## SUPPLIED MATERIAL
—————
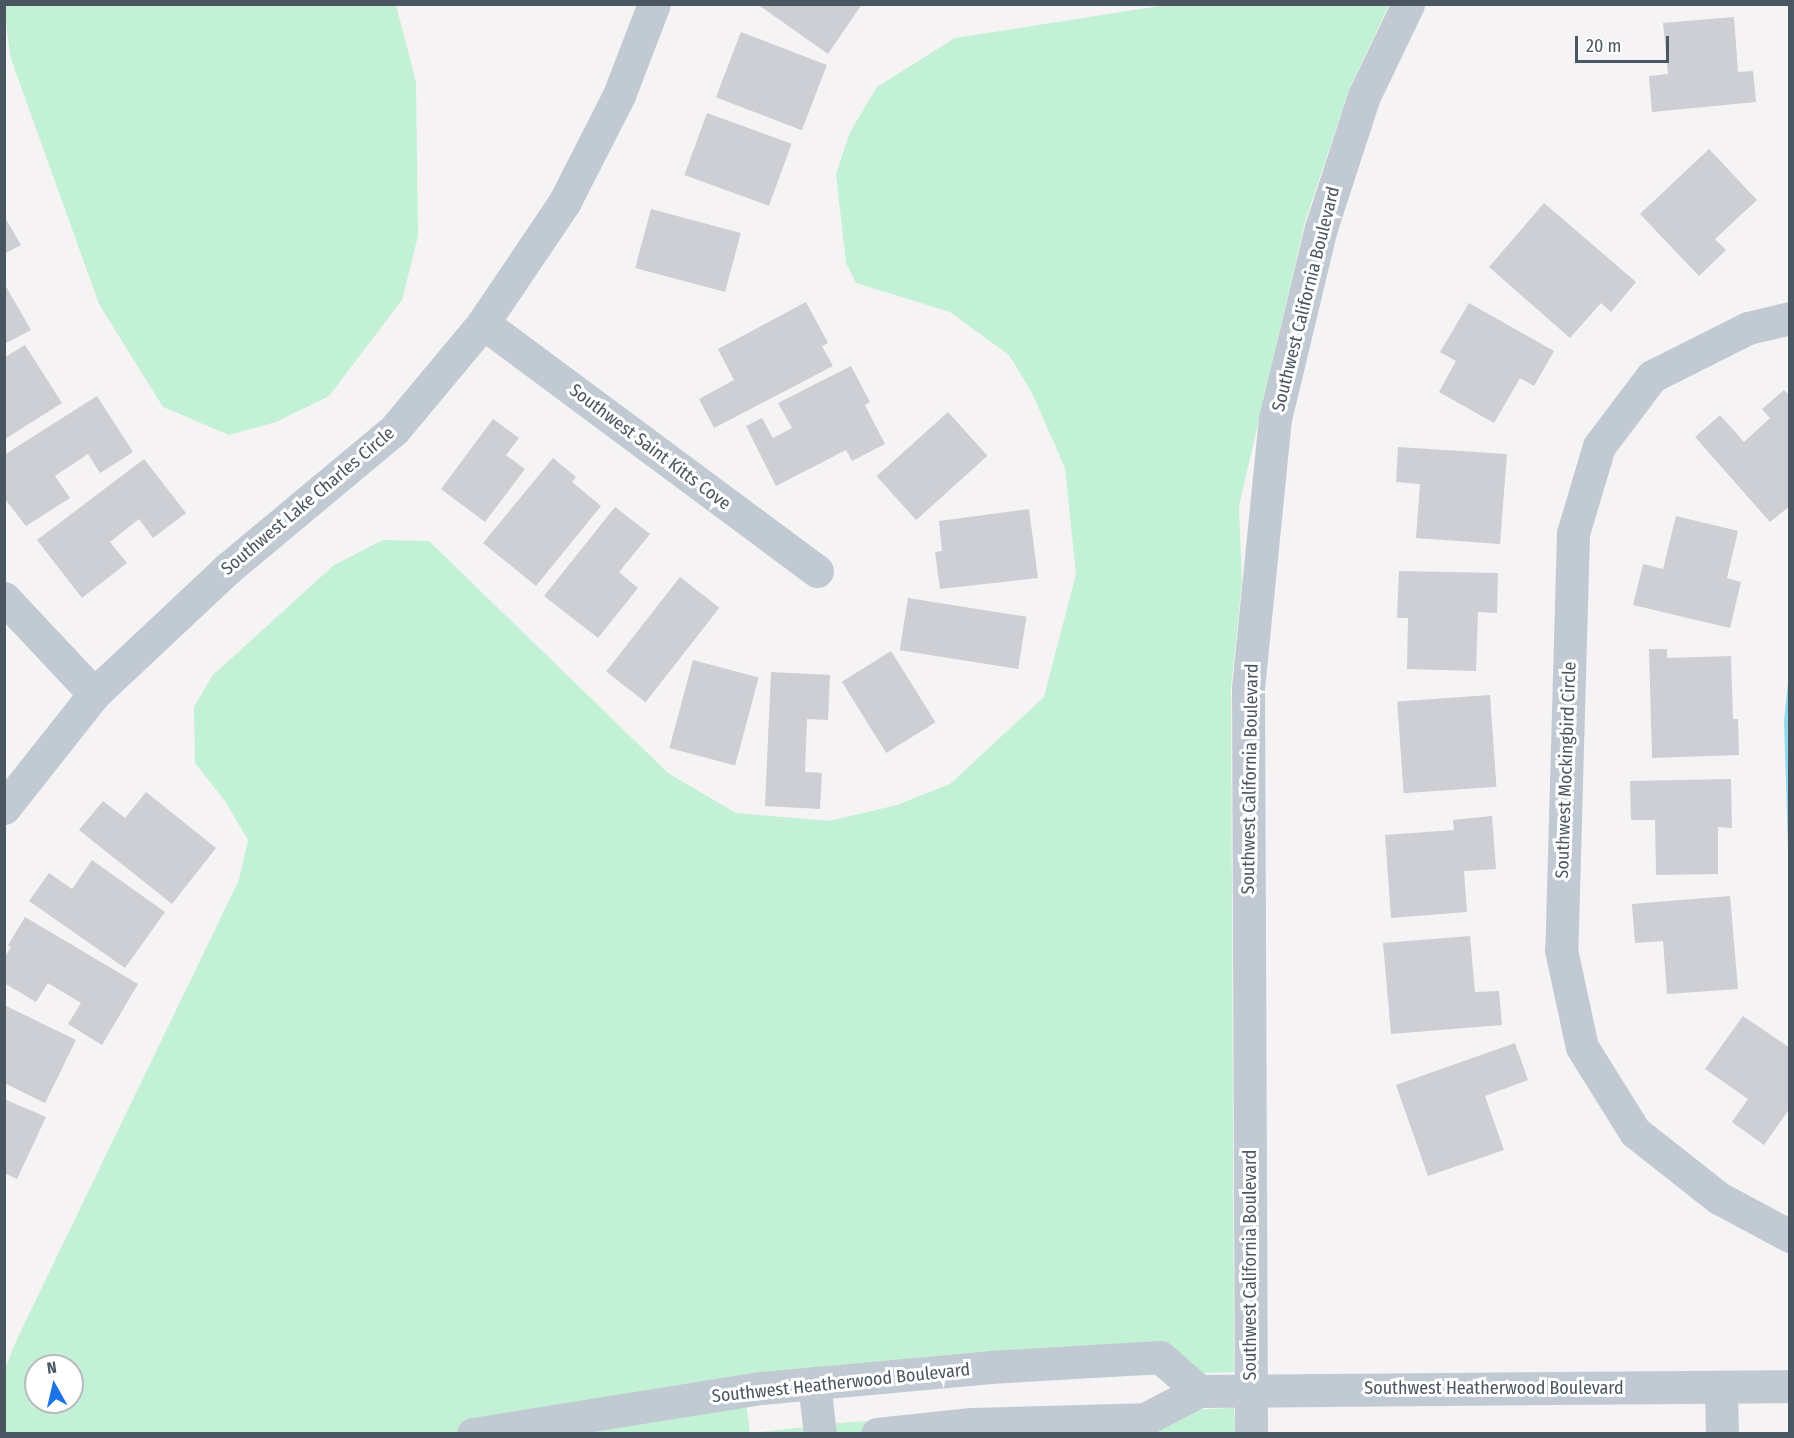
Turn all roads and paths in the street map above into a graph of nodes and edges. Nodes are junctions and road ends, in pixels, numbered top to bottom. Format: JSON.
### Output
{"nodes":[{"id":1,"x":654,"y":4,"type":"edge"},
{"id":2,"x":1408,"y":4,"type":"edge"},
{"id":3,"x":1790,"y":318,"type":"edge"},
{"id":4,"x":483,"y":323,"type":"junction"},
{"id":5,"x":817,"y":571,"type":"dead end"},
{"id":6,"x":4,"y":598,"type":"edge"},
{"id":7,"x":94,"y":694,"type":"junction"},
{"id":8,"x":4,"y":808,"type":"edge"},
{"id":9,"x":1790,"y":1236,"type":"edge"},
{"id":10,"x":814,"y":1383,"type":"junction"},
{"id":11,"x":1790,"y":1386,"type":"edge"},
{"id":12,"x":1721,"y":1387,"type":"junction"},
{"id":13,"x":1250,"y":1389,"type":"junction"},
{"id":14,"x":1199,"y":1391,"type":"junction"},
{"id":15,"x":473,"y":1434,"type":"edge"},
{"id":16,"x":820,"y":1434,"type":"edge"},
{"id":17,"x":877,"y":1434,"type":"edge"},
{"id":18,"x":1251,"y":1434,"type":"edge"},
{"id":19,"x":1722,"y":1434,"type":"edge"}],
"edges":[{"from":1,"to":4,"type":"street","name":"Southwest Lake Charles Circle"},
{"from":2,"to":13,"type":"street","name":"Southwest California Boulevard"},
{"from":3,"to":9,"type":"street","name":"Southwest Mockingbird Circle"},
{"from":4,"to":5,"type":"street","name":"Southwest Saint Kitts Cove"},
{"from":4,"to":7,"type":"street","name":"Southwest Lake Charles Circle"},
{"from":6,"to":7,"type":"street"},
{"from":7,"to":8,"type":"street","name":"Southwest Lake Charles Circle"},
{"from":10,"to":14,"type":"street","name":"Southwest Heatherwood Boulevard"},
{"from":10,"to":15,"type":"street","name":"Southwest Heatherwood Boulevard"},
{"from":10,"to":16,"type":"street"},
{"from":11,"to":12,"type":"street","name":"Southwest Heatherwood Boulevard"},
{"from":12,"to":13,"type":"street","name":"Southwest Heatherwood Boulevard"},
{"from":12,"to":19,"type":"street"},
{"from":13,"to":14,"type":"street","name":"Southwest Heatherwood Boulevard"},
{"from":13,"to":18,"type":"street","name":"Southwest California Boulevard"},
{"from":14,"to":17,"type":"street","name":"Southwest Heatherwood Boulevard"}]}
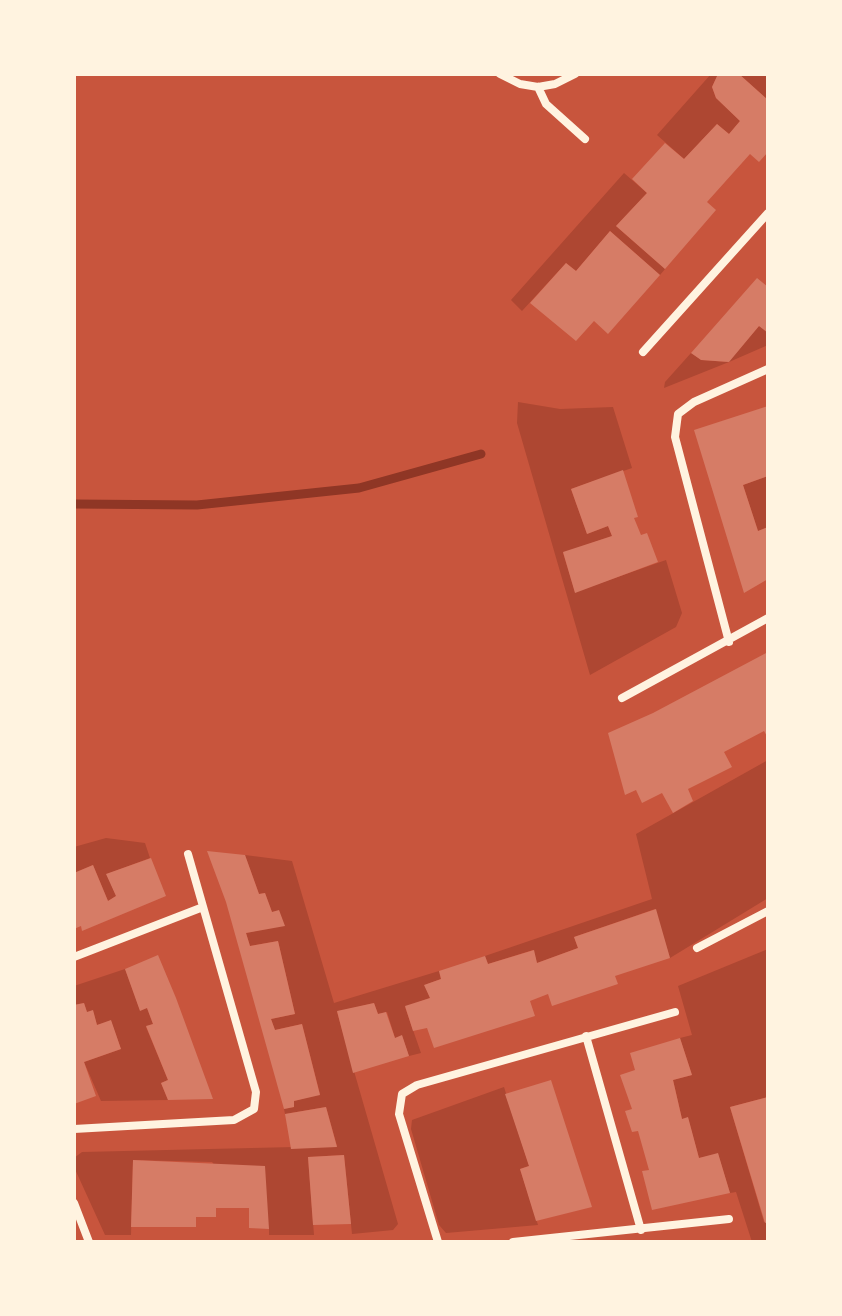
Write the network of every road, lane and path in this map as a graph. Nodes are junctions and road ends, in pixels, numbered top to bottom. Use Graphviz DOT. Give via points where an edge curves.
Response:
graph roads {
  1 [pos="500,74"];
  2 [pos="575,74"];
  3 [pos="538,87"];
  4 [pos="585,139"];
  5 [pos="768,213"];
  6 [pos="643,352"];
  7 [pos="768,369"];
  8 [pos="768,618"];
  9 [pos="729,642"];
  10 [pos="622,698"];
  11 [pos="188,854"];
  12 [pos="203,907"];
  13 [pos="768,911"];
  14 [pos="697,948"];
  15 [pos="74,957"];
  16 [pos="675,1012"];
  17 [pos="586,1036"];
  18 [pos="74,1129"];
  19 [pos="74,1203"];
  20 [pos="729,1219"];
  21 [pos="641,1230"];
  22 [pos="89,1242"];
  23 [pos="438,1242"];
  24 [pos="513,1242"];
  1 -- 3 [label="street"];
  2 -- 3 [label="street"];
  3 -- 4 [label="street" via="546,104"];
  5 -- 6 [label="street"];
  7 -- 9 [label="street" via="678,414 675,437"];
  8 -- 9 [label="street"];
  9 -- 10 [label="street"];
  11 -- 12 [label="street"];
  12 -- 15 [label="street"];
  12 -- 18 [label="street" via="256,1092 254,1109 234,1120"];
  13 -- 14 [label="street"];
  16 -- 17 [label="street"];
  17 -- 21 [label="street"];
  17 -- 23 [label="street" via="417,1085 402,1094 399,1114"];
  19 -- 22 [label="street"];
  20 -- 21 [label="street"];
  21 -- 24 [label="street"];
}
—————
## TO DO
Identify each line in the records above that contains the word "Heatherwood", and copy it out in full.

## RESPONSE BOX
{"from":10,"to":14,"type":"street","name":"Southwest Heatherwood Boulevard"},
{"from":10,"to":15,"type":"street","name":"Southwest Heatherwood Boulevard"},
{"from":11,"to":12,"type":"street","name":"Southwest Heatherwood Boulevard"},
{"from":12,"to":13,"type":"street","name":"Southwest Heatherwood Boulevard"},
{"from":13,"to":14,"type":"street","name":"Southwest Heatherwood Boulevard"},
{"from":14,"to":17,"type":"street","name":"Southwest Heatherwood Boulevard"}]}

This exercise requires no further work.